Combining magnetic and mirror therapy
This South Korean study recruited 24 people who had a stroke within the past three months. Twelve were placed in the control group and underwent rTMS therapy identical to the other twelve participants. However, the ‘study group’ also underwent TOMT. Four patients dropped out of the ‘study’ group for either personal reasons or due to scalp discomfort.
The mirror therapy lasted 30 minutes, five days a week for two weeks, and consisted of picking up sand, inserting a coin in a savings box, scooping sand with a spoon and wiping with a towel, all while looking into the mirror. The patient used the unaffected arm and hand to perform all tasks. The brain then registers the reflection as the affected side doing these movements.
The rTMS treatment lasted for 15 minutes on each day of training. Both groups also received 20 minutes of general exercises at each training session. Researchers measured the activation of the brain and hand function for specific tasks and movements.
Is the combination better?
Pinch grip and the box and block test significantly improved in the study group (rTMS plus TOMT) compared to the control group (rTMS only). The box and block tests evaluate precise hand movement and muscle excitability after experiencing a stroke. For this test, the person moves blocks of wood from one side of a box to the other side separated by a partition in a sixty-second period.

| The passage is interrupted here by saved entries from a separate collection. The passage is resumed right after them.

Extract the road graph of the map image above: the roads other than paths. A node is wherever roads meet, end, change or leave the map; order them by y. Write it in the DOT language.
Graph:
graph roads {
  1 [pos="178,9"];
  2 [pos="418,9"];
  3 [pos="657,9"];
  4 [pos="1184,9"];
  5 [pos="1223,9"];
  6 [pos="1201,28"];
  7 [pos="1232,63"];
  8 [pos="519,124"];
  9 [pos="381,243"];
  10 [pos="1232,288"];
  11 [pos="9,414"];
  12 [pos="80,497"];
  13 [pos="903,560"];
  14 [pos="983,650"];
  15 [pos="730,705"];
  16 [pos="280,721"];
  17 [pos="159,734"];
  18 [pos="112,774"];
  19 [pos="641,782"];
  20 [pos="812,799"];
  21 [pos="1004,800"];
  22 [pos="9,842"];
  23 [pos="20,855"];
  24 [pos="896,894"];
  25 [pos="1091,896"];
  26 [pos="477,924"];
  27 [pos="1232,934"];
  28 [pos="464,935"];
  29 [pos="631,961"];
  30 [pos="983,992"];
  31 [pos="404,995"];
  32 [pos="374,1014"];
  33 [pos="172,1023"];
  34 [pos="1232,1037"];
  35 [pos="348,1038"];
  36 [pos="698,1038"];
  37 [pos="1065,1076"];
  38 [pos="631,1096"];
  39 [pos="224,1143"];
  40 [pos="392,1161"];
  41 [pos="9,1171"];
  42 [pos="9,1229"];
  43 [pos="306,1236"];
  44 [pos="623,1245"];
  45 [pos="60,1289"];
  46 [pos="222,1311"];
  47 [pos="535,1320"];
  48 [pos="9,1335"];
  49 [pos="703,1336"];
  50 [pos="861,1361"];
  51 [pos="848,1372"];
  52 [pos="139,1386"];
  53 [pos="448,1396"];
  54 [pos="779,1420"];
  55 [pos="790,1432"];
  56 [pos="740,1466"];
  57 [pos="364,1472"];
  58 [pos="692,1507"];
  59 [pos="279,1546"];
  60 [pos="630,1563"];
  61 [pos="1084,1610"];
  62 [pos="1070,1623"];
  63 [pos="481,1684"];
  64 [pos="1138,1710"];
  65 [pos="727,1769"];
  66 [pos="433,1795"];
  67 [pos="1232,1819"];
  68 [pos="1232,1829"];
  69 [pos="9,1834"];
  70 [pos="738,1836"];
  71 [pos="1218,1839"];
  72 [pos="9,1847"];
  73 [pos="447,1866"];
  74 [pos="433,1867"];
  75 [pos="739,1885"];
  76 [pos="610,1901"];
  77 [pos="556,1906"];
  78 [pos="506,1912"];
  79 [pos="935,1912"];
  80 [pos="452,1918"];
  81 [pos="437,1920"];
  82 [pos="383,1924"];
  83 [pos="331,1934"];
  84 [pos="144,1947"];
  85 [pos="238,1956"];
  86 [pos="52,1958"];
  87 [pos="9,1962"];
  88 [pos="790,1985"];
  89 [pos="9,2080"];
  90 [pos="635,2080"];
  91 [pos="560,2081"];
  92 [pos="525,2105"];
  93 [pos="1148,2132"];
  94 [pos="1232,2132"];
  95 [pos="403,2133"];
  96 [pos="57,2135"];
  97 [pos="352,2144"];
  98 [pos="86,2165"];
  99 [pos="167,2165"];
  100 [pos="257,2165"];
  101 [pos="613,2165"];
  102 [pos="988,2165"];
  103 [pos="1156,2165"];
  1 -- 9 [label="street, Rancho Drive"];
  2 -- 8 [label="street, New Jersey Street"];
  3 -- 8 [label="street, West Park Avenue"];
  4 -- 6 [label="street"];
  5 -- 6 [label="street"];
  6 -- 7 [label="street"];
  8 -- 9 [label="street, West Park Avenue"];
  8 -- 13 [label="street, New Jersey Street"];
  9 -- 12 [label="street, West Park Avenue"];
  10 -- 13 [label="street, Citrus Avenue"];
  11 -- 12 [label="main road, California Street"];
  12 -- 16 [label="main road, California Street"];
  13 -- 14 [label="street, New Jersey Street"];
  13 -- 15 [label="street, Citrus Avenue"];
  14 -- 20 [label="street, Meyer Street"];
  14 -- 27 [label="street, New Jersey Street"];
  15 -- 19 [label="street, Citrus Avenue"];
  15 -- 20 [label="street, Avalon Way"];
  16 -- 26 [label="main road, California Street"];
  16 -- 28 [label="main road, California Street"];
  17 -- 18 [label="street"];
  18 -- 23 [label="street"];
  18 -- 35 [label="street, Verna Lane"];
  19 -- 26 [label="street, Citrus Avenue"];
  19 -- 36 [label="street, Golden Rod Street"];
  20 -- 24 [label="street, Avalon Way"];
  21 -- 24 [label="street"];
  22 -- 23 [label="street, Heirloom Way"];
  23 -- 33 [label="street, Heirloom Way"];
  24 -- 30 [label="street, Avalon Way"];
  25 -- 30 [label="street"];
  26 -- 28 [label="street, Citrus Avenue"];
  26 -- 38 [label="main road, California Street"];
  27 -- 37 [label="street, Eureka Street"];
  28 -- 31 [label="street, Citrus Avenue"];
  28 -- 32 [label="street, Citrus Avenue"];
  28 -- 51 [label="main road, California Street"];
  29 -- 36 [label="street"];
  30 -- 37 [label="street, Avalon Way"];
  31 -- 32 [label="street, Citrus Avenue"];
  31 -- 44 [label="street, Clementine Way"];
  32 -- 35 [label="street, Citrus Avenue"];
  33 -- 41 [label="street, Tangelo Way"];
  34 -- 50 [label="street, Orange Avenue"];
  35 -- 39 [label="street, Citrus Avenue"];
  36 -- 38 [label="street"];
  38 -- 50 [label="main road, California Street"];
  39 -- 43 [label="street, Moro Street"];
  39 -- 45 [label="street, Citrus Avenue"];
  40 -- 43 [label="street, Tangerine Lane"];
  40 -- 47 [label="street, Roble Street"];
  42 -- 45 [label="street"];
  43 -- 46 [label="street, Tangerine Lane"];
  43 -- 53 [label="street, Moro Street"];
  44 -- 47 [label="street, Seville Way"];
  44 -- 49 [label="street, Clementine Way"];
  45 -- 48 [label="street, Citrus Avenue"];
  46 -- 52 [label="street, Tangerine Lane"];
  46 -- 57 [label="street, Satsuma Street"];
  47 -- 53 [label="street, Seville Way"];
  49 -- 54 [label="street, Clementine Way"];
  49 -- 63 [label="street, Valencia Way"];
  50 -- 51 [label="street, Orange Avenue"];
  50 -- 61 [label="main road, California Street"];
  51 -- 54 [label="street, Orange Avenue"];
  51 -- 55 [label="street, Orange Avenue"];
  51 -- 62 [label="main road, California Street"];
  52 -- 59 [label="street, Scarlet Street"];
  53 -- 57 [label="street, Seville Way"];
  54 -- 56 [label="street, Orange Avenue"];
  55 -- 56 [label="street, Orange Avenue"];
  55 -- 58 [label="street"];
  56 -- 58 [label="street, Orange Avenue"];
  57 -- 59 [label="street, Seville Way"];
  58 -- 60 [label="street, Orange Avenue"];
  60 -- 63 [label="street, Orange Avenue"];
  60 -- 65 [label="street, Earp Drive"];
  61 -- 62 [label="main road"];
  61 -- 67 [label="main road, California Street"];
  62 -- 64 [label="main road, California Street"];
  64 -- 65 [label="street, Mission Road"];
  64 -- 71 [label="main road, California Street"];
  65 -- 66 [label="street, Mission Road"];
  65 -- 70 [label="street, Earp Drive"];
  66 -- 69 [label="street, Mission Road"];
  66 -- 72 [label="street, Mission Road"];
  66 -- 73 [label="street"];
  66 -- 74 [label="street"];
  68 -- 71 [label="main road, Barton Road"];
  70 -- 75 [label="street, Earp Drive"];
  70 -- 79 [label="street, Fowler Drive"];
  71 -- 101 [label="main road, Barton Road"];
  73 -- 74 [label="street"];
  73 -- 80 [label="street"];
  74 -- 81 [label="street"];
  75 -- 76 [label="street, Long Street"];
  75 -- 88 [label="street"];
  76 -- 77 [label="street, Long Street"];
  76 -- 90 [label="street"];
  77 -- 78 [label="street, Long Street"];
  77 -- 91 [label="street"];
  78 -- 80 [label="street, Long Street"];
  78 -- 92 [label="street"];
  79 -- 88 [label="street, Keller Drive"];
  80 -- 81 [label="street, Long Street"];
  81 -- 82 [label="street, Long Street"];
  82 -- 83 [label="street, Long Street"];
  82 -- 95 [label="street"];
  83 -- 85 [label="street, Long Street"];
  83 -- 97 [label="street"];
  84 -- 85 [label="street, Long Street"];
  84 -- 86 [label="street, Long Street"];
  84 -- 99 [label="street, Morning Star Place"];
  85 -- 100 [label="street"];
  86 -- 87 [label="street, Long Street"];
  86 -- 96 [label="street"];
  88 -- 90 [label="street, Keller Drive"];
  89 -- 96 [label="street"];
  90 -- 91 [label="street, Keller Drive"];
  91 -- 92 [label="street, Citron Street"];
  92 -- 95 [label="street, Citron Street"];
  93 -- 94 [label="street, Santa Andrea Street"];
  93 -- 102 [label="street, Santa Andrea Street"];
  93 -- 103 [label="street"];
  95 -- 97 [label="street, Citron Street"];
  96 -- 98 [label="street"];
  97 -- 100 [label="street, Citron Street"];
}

Both groups showed improved grip strength, pinch grip, and box and block test after the completion of the program. The authors concluded that the combination of rTMS and task-oriented therapies is more effective than doing one type of treatment alone. The combined therapy positively influenced damaged motor neurons by reorganizing the damaged portion of the brain, so there was better coordination between both sides.
Combining therapies appears to better the chance of regaining strength and manual dexterity after a stroke. Talk to your therapist about trying these two therapies together.
The lead author of this study is Jinhong Kim, Department of Physical Therapy, The Graduate School, Sahmyook University, Seoul, Republic of Korea.